[[ Input for this task open ]]

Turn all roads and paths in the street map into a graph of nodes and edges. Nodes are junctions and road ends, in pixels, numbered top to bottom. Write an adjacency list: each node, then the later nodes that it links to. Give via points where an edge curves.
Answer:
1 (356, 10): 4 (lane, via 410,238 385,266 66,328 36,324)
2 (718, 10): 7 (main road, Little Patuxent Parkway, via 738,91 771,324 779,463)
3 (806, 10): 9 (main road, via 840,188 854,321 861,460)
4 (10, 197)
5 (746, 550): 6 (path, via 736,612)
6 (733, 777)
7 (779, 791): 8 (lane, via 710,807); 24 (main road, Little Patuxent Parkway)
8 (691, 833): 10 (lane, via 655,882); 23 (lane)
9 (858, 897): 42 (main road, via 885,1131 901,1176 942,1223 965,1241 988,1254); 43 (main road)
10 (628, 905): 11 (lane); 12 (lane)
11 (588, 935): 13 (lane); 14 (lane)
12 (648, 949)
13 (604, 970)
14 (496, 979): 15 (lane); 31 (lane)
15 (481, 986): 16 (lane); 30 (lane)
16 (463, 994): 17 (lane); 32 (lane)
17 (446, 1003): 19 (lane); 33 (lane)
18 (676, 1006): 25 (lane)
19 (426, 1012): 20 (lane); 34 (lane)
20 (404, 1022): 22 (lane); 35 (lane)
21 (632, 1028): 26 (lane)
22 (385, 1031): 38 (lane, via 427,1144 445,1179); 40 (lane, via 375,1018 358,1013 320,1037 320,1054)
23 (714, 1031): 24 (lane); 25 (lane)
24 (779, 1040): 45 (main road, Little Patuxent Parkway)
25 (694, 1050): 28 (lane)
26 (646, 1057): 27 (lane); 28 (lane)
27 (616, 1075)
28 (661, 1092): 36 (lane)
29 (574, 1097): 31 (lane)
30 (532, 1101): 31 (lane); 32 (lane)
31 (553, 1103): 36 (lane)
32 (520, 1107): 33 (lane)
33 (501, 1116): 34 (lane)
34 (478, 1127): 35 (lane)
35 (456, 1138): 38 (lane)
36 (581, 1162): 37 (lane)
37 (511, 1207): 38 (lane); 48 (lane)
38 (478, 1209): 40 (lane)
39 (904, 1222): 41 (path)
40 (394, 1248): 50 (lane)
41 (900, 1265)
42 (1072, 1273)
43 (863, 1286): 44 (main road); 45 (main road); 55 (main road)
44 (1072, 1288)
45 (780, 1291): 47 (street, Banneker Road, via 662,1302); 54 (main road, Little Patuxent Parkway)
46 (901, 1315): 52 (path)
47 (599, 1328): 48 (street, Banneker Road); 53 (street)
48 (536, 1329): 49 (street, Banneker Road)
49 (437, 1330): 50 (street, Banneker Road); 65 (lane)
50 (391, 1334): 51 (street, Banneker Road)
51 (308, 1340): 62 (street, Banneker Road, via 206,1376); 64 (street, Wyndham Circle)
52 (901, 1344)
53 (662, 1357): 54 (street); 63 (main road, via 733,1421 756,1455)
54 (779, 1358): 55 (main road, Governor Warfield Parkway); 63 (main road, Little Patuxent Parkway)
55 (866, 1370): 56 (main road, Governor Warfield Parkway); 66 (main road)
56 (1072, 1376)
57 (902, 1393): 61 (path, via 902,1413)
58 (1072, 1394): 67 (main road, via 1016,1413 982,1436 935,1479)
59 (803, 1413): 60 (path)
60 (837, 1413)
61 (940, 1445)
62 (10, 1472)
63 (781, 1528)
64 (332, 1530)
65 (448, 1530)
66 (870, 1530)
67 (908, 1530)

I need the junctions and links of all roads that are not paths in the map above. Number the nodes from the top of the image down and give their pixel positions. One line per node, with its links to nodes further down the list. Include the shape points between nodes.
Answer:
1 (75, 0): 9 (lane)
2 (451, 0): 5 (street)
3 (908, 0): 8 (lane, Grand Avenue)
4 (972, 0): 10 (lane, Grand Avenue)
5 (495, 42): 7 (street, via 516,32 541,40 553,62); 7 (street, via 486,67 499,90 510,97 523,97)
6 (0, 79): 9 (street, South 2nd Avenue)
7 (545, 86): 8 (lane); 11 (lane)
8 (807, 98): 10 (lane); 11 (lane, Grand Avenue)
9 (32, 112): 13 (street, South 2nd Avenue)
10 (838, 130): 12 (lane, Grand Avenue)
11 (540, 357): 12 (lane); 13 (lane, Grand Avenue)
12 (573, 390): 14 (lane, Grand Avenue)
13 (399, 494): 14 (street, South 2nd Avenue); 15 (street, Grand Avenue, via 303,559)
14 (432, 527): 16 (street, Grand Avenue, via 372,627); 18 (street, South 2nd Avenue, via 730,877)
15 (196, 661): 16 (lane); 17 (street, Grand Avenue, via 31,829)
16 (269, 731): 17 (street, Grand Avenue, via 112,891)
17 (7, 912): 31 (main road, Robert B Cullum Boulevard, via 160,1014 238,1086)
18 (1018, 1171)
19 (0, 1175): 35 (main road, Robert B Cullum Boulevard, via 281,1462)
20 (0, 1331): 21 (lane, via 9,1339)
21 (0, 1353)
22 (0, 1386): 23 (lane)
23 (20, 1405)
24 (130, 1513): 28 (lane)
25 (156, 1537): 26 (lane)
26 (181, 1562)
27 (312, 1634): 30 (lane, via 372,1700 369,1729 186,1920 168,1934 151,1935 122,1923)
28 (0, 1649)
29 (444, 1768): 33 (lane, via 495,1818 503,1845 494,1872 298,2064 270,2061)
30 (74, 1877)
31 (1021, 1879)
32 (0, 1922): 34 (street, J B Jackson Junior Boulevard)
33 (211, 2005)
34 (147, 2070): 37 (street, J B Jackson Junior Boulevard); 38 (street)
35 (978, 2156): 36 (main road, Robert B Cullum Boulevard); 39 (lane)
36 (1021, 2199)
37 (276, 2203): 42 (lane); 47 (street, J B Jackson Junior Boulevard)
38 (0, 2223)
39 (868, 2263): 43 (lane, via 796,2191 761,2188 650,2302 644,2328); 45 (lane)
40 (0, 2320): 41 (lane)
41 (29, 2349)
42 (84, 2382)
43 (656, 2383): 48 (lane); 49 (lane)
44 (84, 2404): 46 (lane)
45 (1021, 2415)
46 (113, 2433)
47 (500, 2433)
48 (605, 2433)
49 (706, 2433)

[[ Input for this task closed ]]

**What you have to do:**
Every line above with the string "Junior" in it should be copied into the answer.

**Solution for this problem:**
32 (0, 1922): 34 (street, J B Jackson Junior Boulevard)
34 (147, 2070): 37 (street, J B Jackson Junior Boulevard); 38 (street)
37 (276, 2203): 42 (lane); 47 (street, J B Jackson Junior Boulevard)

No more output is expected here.